Growth – but not for everyone
To better understand the causes and impacts, let’s take a closer look at Ghana. In the savannah zone where over 80% of the population is engaged in farming, the Northern Region is the third most populated region in the country. The World Bank found that between 1992 and 2006, the number of people in the north living in poverty increased by 0.9 million. Even worse, a 2012 food security survey found that 12% of the poorest households had been forced to adopt ‘zero-zero-zero’, going entire days without eating at all.

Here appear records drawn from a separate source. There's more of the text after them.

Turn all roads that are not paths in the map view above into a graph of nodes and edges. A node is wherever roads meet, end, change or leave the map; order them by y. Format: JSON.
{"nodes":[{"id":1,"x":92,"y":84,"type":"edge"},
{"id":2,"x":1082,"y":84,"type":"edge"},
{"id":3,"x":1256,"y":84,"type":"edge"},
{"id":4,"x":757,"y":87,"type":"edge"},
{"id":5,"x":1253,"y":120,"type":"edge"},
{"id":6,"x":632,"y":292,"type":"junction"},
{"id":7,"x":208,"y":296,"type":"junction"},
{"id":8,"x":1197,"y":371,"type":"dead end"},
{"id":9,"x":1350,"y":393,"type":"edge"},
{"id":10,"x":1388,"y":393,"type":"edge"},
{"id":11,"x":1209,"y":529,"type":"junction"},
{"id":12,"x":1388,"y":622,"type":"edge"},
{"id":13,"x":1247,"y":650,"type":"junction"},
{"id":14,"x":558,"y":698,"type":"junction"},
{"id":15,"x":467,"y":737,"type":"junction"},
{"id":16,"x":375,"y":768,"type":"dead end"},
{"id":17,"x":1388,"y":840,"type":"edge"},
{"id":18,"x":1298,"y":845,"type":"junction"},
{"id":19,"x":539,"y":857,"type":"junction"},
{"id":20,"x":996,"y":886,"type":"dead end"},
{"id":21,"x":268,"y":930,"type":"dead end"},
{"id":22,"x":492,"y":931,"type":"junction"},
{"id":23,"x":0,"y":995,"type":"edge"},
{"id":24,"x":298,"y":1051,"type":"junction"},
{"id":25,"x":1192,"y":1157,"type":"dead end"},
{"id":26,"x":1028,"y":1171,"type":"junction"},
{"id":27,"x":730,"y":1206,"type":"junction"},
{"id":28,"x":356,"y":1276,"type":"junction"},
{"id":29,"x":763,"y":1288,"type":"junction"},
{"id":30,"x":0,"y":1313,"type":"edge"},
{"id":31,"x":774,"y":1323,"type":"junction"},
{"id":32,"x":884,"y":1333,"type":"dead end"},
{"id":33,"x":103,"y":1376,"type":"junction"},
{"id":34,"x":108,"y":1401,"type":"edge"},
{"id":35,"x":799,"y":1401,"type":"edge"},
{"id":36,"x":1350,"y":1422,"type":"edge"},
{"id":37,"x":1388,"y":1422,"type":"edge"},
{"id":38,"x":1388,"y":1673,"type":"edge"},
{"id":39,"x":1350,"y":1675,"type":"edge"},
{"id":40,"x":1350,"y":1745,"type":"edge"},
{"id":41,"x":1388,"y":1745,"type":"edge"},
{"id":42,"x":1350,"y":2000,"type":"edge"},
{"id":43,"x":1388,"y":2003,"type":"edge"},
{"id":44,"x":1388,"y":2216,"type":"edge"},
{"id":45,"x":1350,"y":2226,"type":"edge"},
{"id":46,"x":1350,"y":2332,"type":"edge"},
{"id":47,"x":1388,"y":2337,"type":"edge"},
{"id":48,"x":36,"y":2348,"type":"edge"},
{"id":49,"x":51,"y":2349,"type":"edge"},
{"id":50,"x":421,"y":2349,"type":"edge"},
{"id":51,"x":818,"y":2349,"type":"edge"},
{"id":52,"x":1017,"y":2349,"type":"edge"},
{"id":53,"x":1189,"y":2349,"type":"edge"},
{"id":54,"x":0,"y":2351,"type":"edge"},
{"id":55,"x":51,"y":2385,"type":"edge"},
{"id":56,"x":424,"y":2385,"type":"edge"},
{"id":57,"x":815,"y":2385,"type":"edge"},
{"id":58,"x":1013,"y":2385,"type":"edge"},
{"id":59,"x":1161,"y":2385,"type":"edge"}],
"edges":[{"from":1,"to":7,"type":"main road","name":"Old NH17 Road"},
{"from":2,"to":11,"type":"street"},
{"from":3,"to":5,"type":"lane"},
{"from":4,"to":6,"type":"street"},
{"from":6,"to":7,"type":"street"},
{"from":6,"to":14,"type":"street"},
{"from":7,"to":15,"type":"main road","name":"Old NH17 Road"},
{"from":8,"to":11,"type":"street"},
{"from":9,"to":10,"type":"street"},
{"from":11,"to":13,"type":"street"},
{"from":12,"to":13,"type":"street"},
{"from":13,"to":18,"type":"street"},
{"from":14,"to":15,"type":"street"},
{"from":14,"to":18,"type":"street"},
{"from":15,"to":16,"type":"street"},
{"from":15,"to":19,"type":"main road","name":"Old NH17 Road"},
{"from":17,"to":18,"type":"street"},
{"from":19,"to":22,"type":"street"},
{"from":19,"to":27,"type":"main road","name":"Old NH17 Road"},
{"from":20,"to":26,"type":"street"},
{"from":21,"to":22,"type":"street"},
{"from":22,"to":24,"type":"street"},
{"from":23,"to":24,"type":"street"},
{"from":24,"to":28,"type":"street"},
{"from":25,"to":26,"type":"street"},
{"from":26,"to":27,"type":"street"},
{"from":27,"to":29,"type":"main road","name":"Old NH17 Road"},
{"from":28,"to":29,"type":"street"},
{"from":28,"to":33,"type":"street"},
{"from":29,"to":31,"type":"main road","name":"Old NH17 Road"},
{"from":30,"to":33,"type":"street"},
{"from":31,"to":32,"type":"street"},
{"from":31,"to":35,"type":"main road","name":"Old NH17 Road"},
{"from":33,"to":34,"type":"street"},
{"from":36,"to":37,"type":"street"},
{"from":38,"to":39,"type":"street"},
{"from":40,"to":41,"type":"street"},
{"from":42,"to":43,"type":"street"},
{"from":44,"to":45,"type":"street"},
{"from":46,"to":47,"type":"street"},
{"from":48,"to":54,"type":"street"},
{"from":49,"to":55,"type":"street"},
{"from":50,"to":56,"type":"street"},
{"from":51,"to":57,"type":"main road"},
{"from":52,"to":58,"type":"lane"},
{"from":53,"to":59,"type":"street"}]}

Ghana is often touted as a global success story in reducing hunger and poverty, and in 2008-09, Ghana increased agricultural production by more than 7%, one of the highest growth rates in the world at that time. Export crops grown in the wetter and more fertile south such as cocoa, cashew, cotton, palm oil and pineapple are described as the engine of growth for the whole economy. As a result, Ghana has already achieved the first of the Millennium Development Goals by halving the prevalence of hunger, and is on track to reducing by half the proportion of people living on less than $1.25 per day.
Strong economic growth co-exists with chronic poverty, hunger, debt and near emergency levels of child malnutrition, also visible elsewhere in the Sahel region where over 20 million people across nine countries are struggling with food insecurity. This paradox can be explained by marginalisation, unequal access to assets, services, and productive resources, leading to increased vulnerability of farmers, particularly women, to cope with globalisation and climate change.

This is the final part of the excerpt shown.